Dass „Thüringen ein Fehler“ gewesen sei, also die Wahl des FDP-Ministerpräsidenten Kemmerich mit Hilfe der dortigen, ganz besonders ausdrücklich rechtsradikalen AfD: Das auszusprechen bedeutet in Hamburg kein großes Risiko; die soeben vom Spiegel berichteten parteiinternen Grabenkämpfe spielen offenbar vorerst anderswo.
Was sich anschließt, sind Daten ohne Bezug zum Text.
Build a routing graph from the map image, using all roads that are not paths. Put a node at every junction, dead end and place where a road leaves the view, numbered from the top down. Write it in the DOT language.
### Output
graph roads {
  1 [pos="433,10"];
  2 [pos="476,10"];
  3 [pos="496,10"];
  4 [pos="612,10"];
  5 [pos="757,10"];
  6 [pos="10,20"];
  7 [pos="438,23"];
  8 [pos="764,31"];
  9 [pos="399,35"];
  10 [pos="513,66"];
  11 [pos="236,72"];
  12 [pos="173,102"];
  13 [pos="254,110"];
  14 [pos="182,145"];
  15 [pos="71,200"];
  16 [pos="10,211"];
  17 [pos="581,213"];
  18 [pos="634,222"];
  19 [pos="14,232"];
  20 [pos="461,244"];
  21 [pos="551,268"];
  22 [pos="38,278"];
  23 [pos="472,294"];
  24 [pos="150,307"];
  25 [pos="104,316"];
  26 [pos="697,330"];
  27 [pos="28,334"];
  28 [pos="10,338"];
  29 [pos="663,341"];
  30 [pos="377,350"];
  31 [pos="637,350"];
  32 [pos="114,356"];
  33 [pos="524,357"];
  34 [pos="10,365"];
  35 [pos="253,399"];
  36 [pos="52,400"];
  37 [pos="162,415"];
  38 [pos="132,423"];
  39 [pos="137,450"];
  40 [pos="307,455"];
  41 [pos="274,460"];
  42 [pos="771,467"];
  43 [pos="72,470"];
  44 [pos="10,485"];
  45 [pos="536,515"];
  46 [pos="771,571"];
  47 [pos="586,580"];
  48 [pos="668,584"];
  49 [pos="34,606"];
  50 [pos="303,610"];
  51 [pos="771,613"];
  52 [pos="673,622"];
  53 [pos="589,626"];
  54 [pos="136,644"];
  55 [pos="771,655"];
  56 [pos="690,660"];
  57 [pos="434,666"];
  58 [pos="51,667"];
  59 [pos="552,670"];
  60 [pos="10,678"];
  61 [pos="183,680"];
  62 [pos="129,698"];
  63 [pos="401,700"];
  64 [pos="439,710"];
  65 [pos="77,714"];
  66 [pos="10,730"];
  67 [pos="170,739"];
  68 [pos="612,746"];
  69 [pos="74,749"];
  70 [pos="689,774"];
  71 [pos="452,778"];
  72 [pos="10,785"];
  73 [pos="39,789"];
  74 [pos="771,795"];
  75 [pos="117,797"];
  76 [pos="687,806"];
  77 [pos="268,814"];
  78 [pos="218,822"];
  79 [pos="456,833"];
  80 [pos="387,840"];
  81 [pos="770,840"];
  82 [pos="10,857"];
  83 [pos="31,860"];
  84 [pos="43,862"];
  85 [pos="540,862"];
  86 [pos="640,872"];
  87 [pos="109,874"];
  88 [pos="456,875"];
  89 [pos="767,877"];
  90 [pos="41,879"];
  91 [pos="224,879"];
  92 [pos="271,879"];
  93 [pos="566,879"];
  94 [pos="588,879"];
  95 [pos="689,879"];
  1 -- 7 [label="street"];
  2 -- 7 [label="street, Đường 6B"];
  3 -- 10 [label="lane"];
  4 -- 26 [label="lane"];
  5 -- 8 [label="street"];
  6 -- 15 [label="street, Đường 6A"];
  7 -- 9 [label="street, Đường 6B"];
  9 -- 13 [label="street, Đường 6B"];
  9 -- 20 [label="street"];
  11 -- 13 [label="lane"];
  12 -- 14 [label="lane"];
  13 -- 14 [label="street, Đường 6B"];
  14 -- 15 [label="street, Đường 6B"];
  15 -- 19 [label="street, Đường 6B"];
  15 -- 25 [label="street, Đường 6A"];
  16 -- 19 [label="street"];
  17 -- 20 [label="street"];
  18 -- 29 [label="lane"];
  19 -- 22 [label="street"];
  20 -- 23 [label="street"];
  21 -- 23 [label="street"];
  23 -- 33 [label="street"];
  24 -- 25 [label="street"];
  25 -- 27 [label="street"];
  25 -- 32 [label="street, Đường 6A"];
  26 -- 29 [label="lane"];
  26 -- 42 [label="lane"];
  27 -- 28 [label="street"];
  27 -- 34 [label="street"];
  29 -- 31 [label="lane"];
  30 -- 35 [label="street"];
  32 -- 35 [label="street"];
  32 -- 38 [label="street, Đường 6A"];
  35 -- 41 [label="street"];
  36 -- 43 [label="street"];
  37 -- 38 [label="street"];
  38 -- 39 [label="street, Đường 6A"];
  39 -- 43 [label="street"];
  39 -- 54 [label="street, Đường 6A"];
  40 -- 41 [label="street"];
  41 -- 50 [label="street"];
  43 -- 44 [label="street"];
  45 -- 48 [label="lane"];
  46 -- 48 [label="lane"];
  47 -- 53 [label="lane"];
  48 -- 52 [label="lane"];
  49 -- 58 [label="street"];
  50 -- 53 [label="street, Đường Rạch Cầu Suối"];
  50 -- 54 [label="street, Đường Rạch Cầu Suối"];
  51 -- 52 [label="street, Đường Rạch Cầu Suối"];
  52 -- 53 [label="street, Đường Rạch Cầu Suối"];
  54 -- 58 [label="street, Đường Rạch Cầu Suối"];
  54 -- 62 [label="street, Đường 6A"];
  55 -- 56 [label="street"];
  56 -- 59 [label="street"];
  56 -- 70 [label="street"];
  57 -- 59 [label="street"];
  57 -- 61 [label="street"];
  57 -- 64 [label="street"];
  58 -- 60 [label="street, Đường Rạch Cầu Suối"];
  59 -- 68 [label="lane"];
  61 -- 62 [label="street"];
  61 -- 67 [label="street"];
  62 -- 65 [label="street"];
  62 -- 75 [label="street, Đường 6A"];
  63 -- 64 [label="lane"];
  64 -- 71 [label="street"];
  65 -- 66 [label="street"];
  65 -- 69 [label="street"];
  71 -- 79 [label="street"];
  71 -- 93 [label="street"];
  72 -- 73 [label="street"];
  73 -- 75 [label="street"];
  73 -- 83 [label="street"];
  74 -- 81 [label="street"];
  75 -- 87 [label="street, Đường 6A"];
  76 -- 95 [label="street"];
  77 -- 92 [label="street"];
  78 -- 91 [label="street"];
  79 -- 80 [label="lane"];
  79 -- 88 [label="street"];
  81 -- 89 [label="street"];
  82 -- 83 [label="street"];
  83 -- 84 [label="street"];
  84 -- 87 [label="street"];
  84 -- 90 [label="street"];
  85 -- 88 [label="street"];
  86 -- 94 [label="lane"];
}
Auch Christian Lindner dürfte am kommenden Freitag sein Amt wohl noch innehaben: Dann kommt er doch noch mal nach Hamburg, zum letzten großen Wahlkampftermin, in einem Konzertschuppen an der Reeperbahn.

Inzwischen ist die blanke Zerknirschung aber einer etwas anderen Rhetorik gewichen: Zuverlässig folgt auf Die-Fehler-Einräumen und Die-Kritik-ernstnehmen-Wollen eine leicht auswendig gelernt wirkender Gegenangriff: Schlimm sei doch auch, wenn nun politische Mitbewerber*innen die liberale Konkurrenz ein für allemal loszuwerden suchten. Ja, gegen Anfeindungen und Hass verwahre man sich eben auch, das sagen Suding und Teuteberg und Treuenfels in annähernd denselben Worten.

Die Antifa lässt die FDP übrigens in Ruhe an diesem Samstagmittag in der Hamburger Innenstadt. Und die Polizei bewacht die Liberalen auch nur unter anderem: Ganz in der Nähe hat die sogenannte „Bürgerbewegung Pax Europa“ eine Bühne aufgebaut, um gegen den politischen Islam zu wettern, oder gegen das, was sie als solchen darstellen kann. Und hier finden sich dann auch ein paar Protestierende ein: „Geh' doch auf den Jungfernstieg“, ruft irgendwann einer im schwarzen Kapuzenpulli dem Redner zu – „zur FDP!“

Vielleicht noch schlimmer aus liberaler, aus Markenwiedererkennungssicht: Auf der anderen Straßenseite, gleich neben dem regelmäßig dort zu findenden Infostand gegen staatlichen Organraub in China, verabschiedet eine andere Partei auswärtige Wahlkampfhelfer*innen in den Samstagnachmittag: Es sind die Grünen.